- [TASK DESCRIPTION]
Look through the entries below and extract exactly the lines from the one containing "ctx.stroke(path);" through the one containing "ctx.rotate((+turn || 0) * Math.PI / 180);", ends included.

[[ DATA RECORDS, beginning ]]

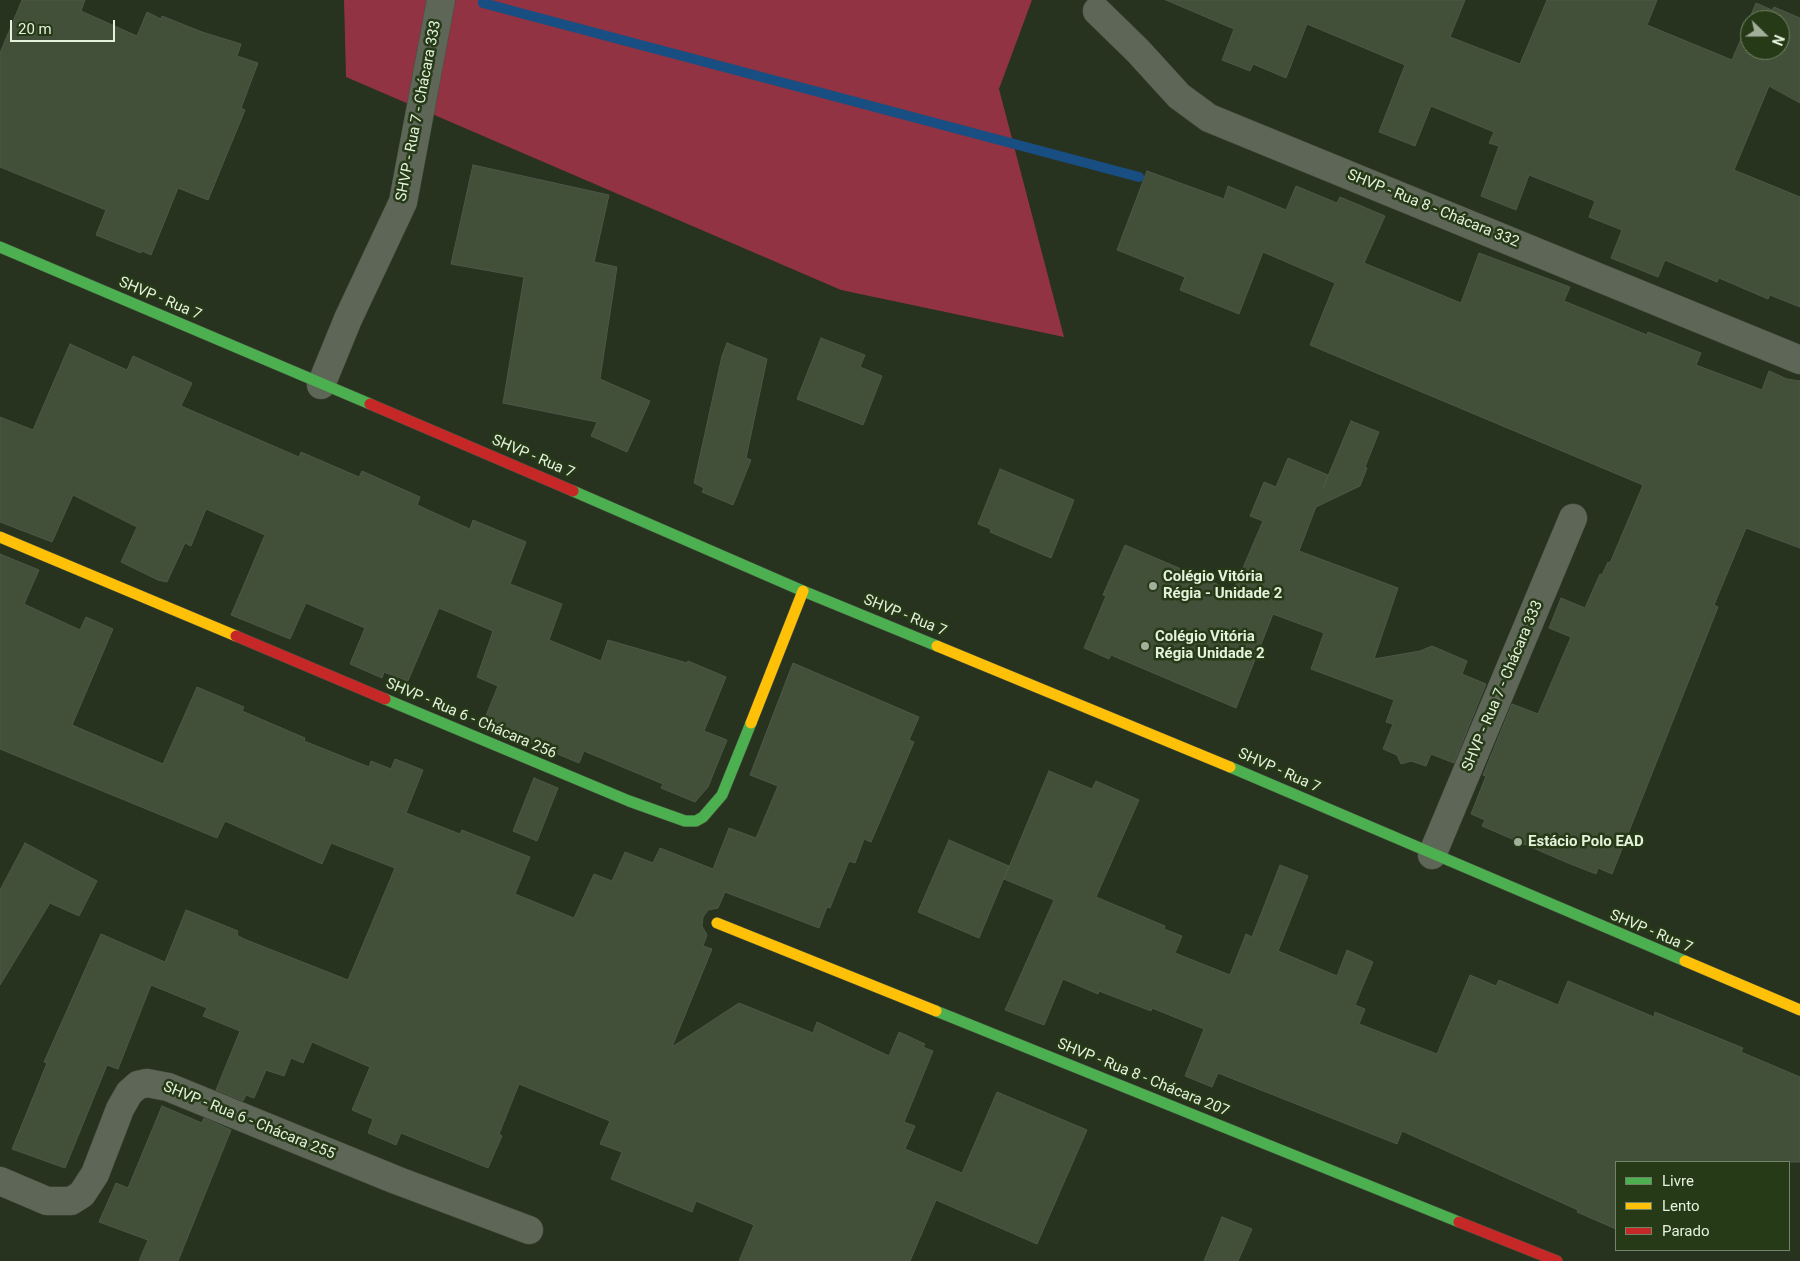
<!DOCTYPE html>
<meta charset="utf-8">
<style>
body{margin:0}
#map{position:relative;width:1800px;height:1261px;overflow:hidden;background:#27321f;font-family:Roboto,sans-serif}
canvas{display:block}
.legend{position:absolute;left:1615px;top:1161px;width:175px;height:90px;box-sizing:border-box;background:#263a17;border:1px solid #728466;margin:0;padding:6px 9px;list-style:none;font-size:15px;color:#e4f2dc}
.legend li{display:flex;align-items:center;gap:10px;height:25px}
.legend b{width:25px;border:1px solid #728466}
.north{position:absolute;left:1740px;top:10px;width:50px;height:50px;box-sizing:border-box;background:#263a17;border:1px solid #728466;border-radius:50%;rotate:112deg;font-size:14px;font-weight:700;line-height:20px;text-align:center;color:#e4f2dc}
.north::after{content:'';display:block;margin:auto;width:18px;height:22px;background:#a2af9a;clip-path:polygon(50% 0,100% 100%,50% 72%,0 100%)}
.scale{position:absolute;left:10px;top:20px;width:105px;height:22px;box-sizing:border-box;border:2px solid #e4f2dc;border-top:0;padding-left:6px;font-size:15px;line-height:18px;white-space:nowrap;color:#e4f2dc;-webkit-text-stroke:4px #263a17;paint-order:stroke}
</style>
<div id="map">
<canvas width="1800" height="1261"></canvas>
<ul class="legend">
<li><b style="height:6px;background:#4caf50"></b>Livre</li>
<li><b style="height:6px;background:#ffc107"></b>Lento</li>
<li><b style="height:6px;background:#c62828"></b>Parado</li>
</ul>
<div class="north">N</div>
<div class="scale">20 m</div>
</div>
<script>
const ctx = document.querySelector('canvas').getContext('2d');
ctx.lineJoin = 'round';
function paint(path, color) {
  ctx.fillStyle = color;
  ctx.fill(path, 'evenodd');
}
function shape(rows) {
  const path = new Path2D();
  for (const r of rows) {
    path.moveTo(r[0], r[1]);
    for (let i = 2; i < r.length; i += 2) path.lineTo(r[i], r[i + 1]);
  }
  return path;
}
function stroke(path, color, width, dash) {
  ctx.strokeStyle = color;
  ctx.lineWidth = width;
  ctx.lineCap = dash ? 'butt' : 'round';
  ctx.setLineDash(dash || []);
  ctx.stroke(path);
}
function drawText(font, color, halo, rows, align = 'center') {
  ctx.font = font + ' Roboto,sans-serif';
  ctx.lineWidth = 5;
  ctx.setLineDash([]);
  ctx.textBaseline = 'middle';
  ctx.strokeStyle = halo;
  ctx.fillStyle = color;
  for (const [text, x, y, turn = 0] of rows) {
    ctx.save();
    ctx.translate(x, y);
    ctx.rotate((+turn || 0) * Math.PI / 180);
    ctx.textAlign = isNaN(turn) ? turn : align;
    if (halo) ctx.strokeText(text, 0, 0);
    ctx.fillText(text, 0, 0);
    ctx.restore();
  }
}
paint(shape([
 [344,0,1032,0,999,89,1064,337,841,290,346,77]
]), '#913342');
stroke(shape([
 [483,0,483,3,524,14,1139,177]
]), '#194e83', 10);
const building = shape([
 [22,0,85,0,81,11,137,36,147,12,161,19,162,16,202,32,241,44,237,56,258,63,241,108,245,110,208,200,178,188,151,255,142,251,141,253,96,235,106,210,0,167,0,53,22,0],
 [1166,0,1465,0,1450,37,1520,64,1547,0,1657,0,1647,25,1732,60,1756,3,1772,10,1774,7,1800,18,1800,103,1769,86,1734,170,1800,197,1800,307,1770,295,1768,299,1719,278,1717,282,1665,260,1658,277,1611,258,1622,230,1589,217,1595,201,1529,175,1516,210,1481,196,1499,146,1489,143,1494,132,1431,106,1415,146,1379,132,1405,65,1307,24,1286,78,1253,64,1250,71,1222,60,1234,29,1166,0],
 [1750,20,1780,20,1780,50,1750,50,1750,20],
 [473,165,609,195,594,262,617,267,600,379,650,401,627,452,591,436,597,422,503,403,524,277,451,264,473,165],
 [1147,171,1224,199,1228,186,1286,210,1296,186,1337,203,1340,197,1385,216,1364,263,1461,303,1479,253,1570,287,1564,301,1647,335,1648,332,1701,353,1696,365,1762,390,1769,371,1787,379,1800,381,1800,548,1746,528,1714,605,1718,607,1612,874,1598,868,1596,874,1568,863,1482,826,1485,820,1471,814,1486,776,1483,775,1512,704,1538,714,1571,637,1549,628,1561,598,1585,608,1600,574,1602,575,1608,562,1610,563,1643,485,1310,345,1335,283,1263,252,1239,314,1180,290,1185,277,1117,250,1147,171],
 [821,338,865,355,860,367,882,376,863,425,797,399,821,338],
 [727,343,767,359,746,458,751,460,733,505,702,492,704,488,694,483,722,356,727,343],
 [70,344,127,370,133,356,192,383,181,406,299,457,301,452,359,477,362,471,420,497,417,505,470,529,473,520,526,542,510,584,562,604,549,640,601,661,608,640,687,663,688,661,726,677,704,731,727,740,708,787,695,802,661,788,663,784,584,751,579,763,483,723,498,686,477,677,493,631,439,608,408,681,384,672,382,678,350,664,365,628,306,603,290,639,231,615,265,535,206,509,191,546,185,543,167,582,158,580,121,562,137,527,73,495,52,542,0,522,0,417,33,430,70,344],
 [1351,421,1379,432,1365,467,1367,468,1360,486,1316,507,1299,551,1398,588,1374,659,1420,651,1432,646,1467,661,1462,674,1486,684,1454,763,1431,754,1426,766,1411,761,1401,764,1397,755,1383,749,1393,724,1386,722,1394,700,1311,669,1324,633,1273,614,1236,708,1111,655,1109,659,1084,648,1106,596,1103,595,1125,545,1233,591,1263,521,1250,516,1264,482,1276,487,1288,458,1328,475,1323,488,1351,421],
 [1000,469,1074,500,1051,558,990,532,991,529,978,524,1000,469],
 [0,554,39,570,24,604,80,630,86,617,113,629,72,725,163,764,197,687,244,707,242,711,305,738,304,741,369,767,371,761,391,769,395,759,423,770,406,813,460,834,462,830,530,857,515,894,574,918,594,874,612,881,625,852,653,863,660,848,713,869,729,828,756,838,778,786,750,775,793,663,919,717,909,740,914,742,871,842,864,839,855,863,849,861,830,908,827,907,819,928,725,892,718,908,708,910,703,917,702,926,707,935,703,946,712,949,672,1047,739,1003,813,1033,817,1022,889,1056,899,1032,925,1044,923,1047,933,1051,904,1122,915,1126,905,1149,962,1173,997,1092,1087,1130,1037,1244,936,1200,910,1261,739,1261,754,1225,696,1201,692,1212,611,1179,622,1152,600,1144,610,1121,519,1084,499,1134,502,1136,488,1168,401,1133,396,1145,368,1133,373,1119,352,1110,370,1067,312,1042,303,1063,291,1058,284,1076,266,1070,254,1098,246,1095,243,1101,216,1090,240,1031,203,1016,207,1008,151,985,118,1069,107,1065,65,1168,12,1149,47,1063,44,1062,101,934,165,962,186,910,238,931,237,935,244,939,348,980,395,868,331,843,322,864,225,821,217,838,0,749,0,554],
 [1049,771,1092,789,1096,781,1139,800,1096,897,1165,926,1164,929,1182,936,1175,953,1230,975,1246,934,1252,937,1280,865,1308,876,1278,951,1337,976,1347,950,1373,962,1355,1005,1365,1009,1359,1024,1437,1054,1470,975,1496,986,1499,980,1558,1005,1568,981,1654,1017,1655,1012,1743,1048,1741,1052,1800,1077,1800,1162,1616,1162,1616,1229,1577,1212,1578,1210,1402,1131,1397,1144,1218,1073,1212,1087,1185,1076,1204,1029,1152,1008,1151,1011,1099,991,1098,994,1063,979,1044,1025,1005,1010,1054,900,1004,879,1049,771],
 [534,778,558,788,537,841,513,831,534,778],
 [949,840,1009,866,979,938,918,912,949,840],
 [25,843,97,881,79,916,50,903,0,985,0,890,25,843],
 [162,1106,202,1123,204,1118,231,1130,178,1261,139,1261,148,1240,99,1222,116,1183,128,1188,162,1106],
 [1222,1217,1252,1229,1238,1261,1204,1261,1222,1217]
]);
paint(building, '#424f39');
stroke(building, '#4e5748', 1);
const street = shape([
 [1097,11,1138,51,1179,96,1209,118,1800,360],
 [321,385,348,319,403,202,441,0],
 [1432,855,1573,518],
 [0,1181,47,1201,71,1201,82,1194,95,1174,120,1109,129,1093,138,1085,147,1083,168,1087,396,1180,529,1230]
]);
const fast = shape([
 [0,247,370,404],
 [573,491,803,591,937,646],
 [385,699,629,801,685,821,696,821,703,817,722,795,751,723],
 [1230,767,1685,961],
 [936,1011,1459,1222]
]);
const slow = shape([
 [0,537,236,636],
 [937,646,1230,767],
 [751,723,803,591],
 [717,923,936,1011],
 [1685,961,1800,1010]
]);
const jam = shape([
 [370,404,573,491],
 [236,636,385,699],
 [1459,1222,1557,1261]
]);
stroke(street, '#46513f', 29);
stroke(fast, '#46513f', 12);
stroke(slow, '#46513f', 12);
stroke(jam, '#46513f', 12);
stroke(street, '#5d6657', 28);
stroke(fast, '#4caf50', 11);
stroke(slow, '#ffc107', 11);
stroke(jam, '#c62828', 11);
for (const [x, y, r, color] of [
 [1153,586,5,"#a2af9a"],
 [1145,646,5,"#a2af9a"],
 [1518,842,5,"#a2af9a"]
]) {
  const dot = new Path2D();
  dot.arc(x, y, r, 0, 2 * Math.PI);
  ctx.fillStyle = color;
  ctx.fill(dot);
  stroke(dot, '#263a17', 2);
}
drawText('15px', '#e4f2dc', '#263a17', [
 ["SHVP - Rua 7 - Chácara 333",419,111,-79],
 ["SHVP - Rua 8 - Chácara 332",1433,209,22],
 ["SHVP - Rua 7",160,299,23],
 ["SHVP - Rua 7",533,457,23],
 ["SHVP - Rua 7",905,616,22],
 ["SHVP - Rua 7 - Chácara 333",1503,686,-67],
 ["SHVP - Rua 6 - Chácara 256",471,719,23],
 ["SHVP - Rua 7",1279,771,24],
 ["SHVP - Rua 7",1651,932,23],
 ["SHVP - Rua 8 - Chácara 207",1143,1078,22],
 ["SHVP - Rua 6 - Chácara 255",249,1121,22]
]);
drawText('bold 15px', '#e4f2dc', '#263a17', [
 ["Colégio Vitória",1163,577],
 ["Régia - Unidade 2",1163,594],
 ["Colégio Vitória",1155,637],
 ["Régia Unidade 2",1155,654],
 ["Estácio Polo EAD",1528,842]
], 'left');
</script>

[[ DATA RECORDS, end ]]

- [RESPONSE FOR THIS EXERCISE]
  ctx.stroke(path);
}
function drawText(font, color, halo, rows, align = 'center') {
  ctx.font = font + ' Roboto,sans-serif';
  ctx.lineWidth = 5;
  ctx.setLineDash([]);
  ctx.textBaseline = 'middle';
  ctx.strokeStyle = halo;
  ctx.fillStyle = color;
  for (const [text, x, y, turn = 0] of rows) {
    ctx.save();
    ctx.translate(x, y);
    ctx.rotate((+turn || 0) * Math.PI / 180);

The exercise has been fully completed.